Cenzic 232 Patent
Paid Advertising
web application security lab

Finding Cnames Via Google

By way of SEOEgghead I ran accross Matt Cutt’s google videos.  I’m really surprised I didn’t see this before so thanks, Jaimie!  At first I thought it would be a lot of beating around the bush about best ways to make your site rank using better HTML or some other nonesense, but instead he beat around the bush on a number of other issues.  I’m actually really glad I watched the video talking about a guy who set up thousands of domains all linking to the same JavaScript.  Talk about an blackhat SEO newbie mistake!  But Matt Cutts also mentioned a lot of domains on a single IP address.

Wouldn’t it be great to have a mapping of virtually the entire internet, where you could see every hostname -> IP address pairing?  Granted, it would have false positives like virtual hosting services, as he says, but come on!  Talk about predictive!  Sure, a few dozen domains may be possible.  Especially for hosting providers, but if I have hundreds of domains that look even vaguely shady, that’s a huge indicator.  Even if they aren’t the same IP, but within a class C network, that could still be highly predictive.  IP addresses have come back to haunt us!  Everything has to be routable, and if Google has to know where you are to index you, and they have any interest in detecting spamming, of course they’ll do a mapping like this.

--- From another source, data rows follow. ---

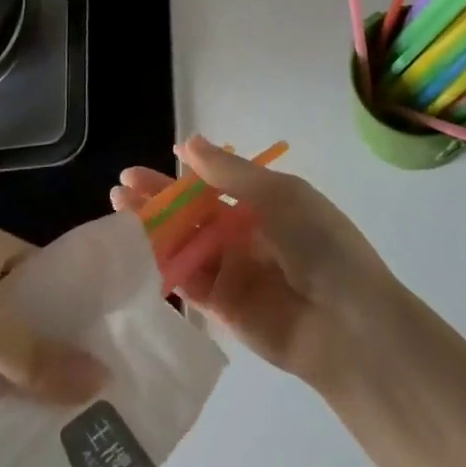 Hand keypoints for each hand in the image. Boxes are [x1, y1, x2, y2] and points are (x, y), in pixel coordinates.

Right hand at [110, 136, 397, 389]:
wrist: (347, 323)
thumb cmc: (318, 244)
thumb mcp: (278, 195)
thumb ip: (228, 173)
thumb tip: (188, 142)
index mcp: (265, 203)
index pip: (214, 184)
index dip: (185, 173)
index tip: (154, 161)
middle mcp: (245, 234)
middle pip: (192, 213)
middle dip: (158, 199)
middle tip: (122, 186)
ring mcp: (232, 271)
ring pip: (183, 243)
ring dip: (152, 228)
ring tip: (118, 209)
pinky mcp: (220, 308)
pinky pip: (186, 281)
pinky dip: (160, 264)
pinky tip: (133, 248) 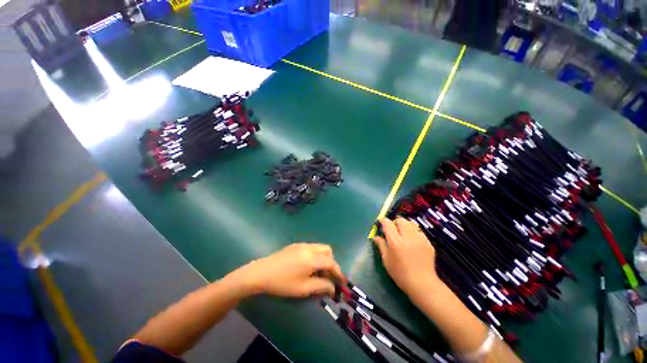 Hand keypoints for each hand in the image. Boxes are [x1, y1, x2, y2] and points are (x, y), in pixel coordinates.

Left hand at [236, 243, 345, 297]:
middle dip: (331, 262)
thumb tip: (332, 288)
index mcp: (312, 258)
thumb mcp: (303, 288)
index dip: (338, 272)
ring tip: (317, 273)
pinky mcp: (295, 245)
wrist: (260, 273)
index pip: (331, 263)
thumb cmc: (282, 283)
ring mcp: (301, 245)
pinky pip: (311, 248)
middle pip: (327, 250)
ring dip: (323, 258)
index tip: (342, 281)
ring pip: (319, 248)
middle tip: (328, 276)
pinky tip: (307, 267)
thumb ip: (321, 286)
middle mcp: (309, 247)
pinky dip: (315, 256)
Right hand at [372, 217, 440, 298]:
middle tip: (392, 228)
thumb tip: (375, 236)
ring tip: (403, 232)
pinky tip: (412, 239)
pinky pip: (419, 231)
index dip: (383, 220)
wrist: (422, 284)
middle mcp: (407, 237)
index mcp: (395, 242)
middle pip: (400, 220)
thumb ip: (381, 245)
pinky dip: (413, 231)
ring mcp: (419, 239)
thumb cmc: (400, 274)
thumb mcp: (386, 260)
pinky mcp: (428, 243)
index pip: (388, 224)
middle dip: (394, 222)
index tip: (381, 222)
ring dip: (404, 225)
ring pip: (411, 223) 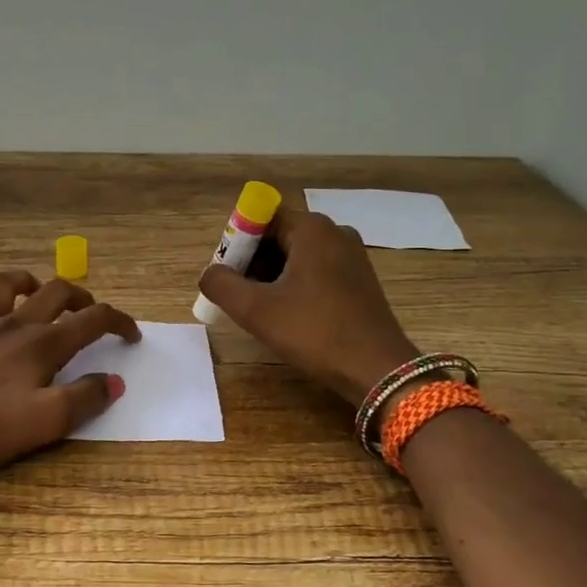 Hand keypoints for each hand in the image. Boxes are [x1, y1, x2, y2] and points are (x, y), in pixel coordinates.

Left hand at [0, 270, 140, 475]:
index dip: (118, 322)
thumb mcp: (48, 422)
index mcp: (42, 344)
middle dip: (79, 297)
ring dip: (26, 282)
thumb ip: (85, 399)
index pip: (91, 321)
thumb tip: (114, 381)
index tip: (132, 335)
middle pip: (54, 293)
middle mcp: (13, 326)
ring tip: (37, 291)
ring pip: (3, 286)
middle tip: (90, 312)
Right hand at [198, 206, 417, 405]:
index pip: (260, 218)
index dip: (236, 244)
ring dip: (272, 278)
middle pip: (278, 236)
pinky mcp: (359, 280)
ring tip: (261, 311)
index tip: (227, 276)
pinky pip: (316, 272)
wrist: (377, 369)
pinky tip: (288, 316)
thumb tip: (209, 274)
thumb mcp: (256, 310)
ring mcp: (352, 256)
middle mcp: (335, 232)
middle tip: (239, 297)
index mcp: (311, 228)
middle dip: (252, 263)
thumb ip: (221, 285)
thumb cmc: (314, 332)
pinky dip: (295, 287)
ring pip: (297, 256) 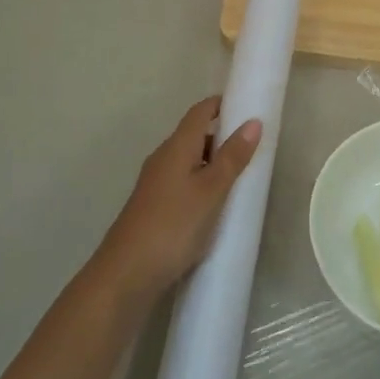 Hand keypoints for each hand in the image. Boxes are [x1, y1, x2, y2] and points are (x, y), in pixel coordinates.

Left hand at [95, 97, 261, 304]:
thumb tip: (254, 121)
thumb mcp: (212, 190)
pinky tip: (216, 203)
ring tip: (241, 176)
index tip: (248, 105)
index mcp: (177, 147)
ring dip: (213, 162)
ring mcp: (156, 183)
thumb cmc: (173, 225)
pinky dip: (202, 182)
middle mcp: (163, 158)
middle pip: (195, 135)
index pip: (200, 112)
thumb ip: (233, 157)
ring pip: (189, 160)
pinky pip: (184, 181)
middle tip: (254, 146)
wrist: (126, 275)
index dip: (222, 104)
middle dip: (223, 135)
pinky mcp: (154, 206)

I had always wanted to build something like this myself, but to build a spider like that would take more horsepower than I’ve got in my rack at home by far, and a database with some serious space.  We’re talking about millions of hostnames to IP addresses.  It gets harder because that has to stay up to date.  Six month old data is practically worthless when you are talking about spamming domains which may only stay up for a week or less in some cases.

Then I suddenly remembered a conversation I had a few weeks back with one of my readers, who shall remain nameless for the time being.  He asked me a simple question, “How do you find all the cnames on a host?”  Cname (or subdomain) spam has it’s ups and downs in the SEO world depending on the day of the week it seems like and depending on which search engine you’re talking about, but it’s a pain to correlate it all together, no matter how you slice it.  It’s also useful for auditing websites for vulnerabilities since cnames almost always reside on the same host, or at minimum use the same backend.  I thought for a few seconds and I came up with a solution.  Use the search engine itself!  Let’s say I want to find all the cnames on Google.  Let’s start with a simple query:

site:google.com -www

That gives us a list of links back, none of which contain “www”.  So now I see things like sketchup.google.com and finance.google.com and eval.google.com.  So let’s make a note of those and query again:

site:google.com -www -eval -sketchup -finance

And then you take what is left from that (which may include things like sub directories which you can remove as well) and remove them:

site:google.com -www -eval -sketchup -finance -google.com/answers -google.com/trends -browsersync -desktop -toolbar -earth -picasa -toolbarqueries

And so on…  Until there is nothing left to search.  In this way, you can get all of the cnames of a server, with relatively few queries.  Of course, Google is a huge site, with lots of cnames, so this technique is pretty tedious with them, but with smaller sites you can go through this pretty quickly.  This still won’t help you do an IP address to domain name lookup, like what Google has access to, but it does help you do your own investigation of cname based spam.  This technique came in handy finding some of the other domains on one spammer site, that you may have remembered from one of my previous posts.

Finding cnames can help isolate spammers, but wouldn’t it be nice if we could somehow get access to all the IP address to hostname maps?  There’s got to be a way somehow.  Hmmm…  I’ll have to think about that one.

5 Responses to “Finding Cnames Via Google”

  1. countzero Says:

    Using the - operator will remove pages that contain the word. Maybe “-inurl:word” would work better. This would be far from finding all the subs on a domain, unless google gave us queries of unlimited length.

    I have used similar techniques to get over 1000 results from google or yahoo.

  2. quadszilla Says:

    Definatley don’t host all your sites on the same class C. Even if you only have like 5 sites, if 2 of them are big - have at least 3 class C IP addresses. If they ain’t looking yet (and i think they are), they will be soon . . .

  3. Jaimie Sirovich Says:

    Matt Cutts already says they _are_ looking. And if Matt says it, it must be true :)

  4. SEO Egghead » Blog Archive » Finding Spammers’ Hideouts Says:

    […] RSnake of ha.ckers.org documents in this post how to conveniently obtain all the subdomains of a domain using a search engine.  This can help you isolate some spammers.  He later says " … wouldn’t it be nice if we could somehow get access to all the IP address to hostname maps?"  I agree, and here is a partial solution to that request leveraging a search engine — this time MSN Search.  Use the "IP" command to find all hosts located on a certain IP address like follows: […]

  5. RSnake Says:

    Countzero, that’s a great addition to the technique… probably way more effective too, but please read about Jaimie’s recent post, I think it goes a long way to finding even more hosts by using MSN’s “IP” flag. Pretty slick.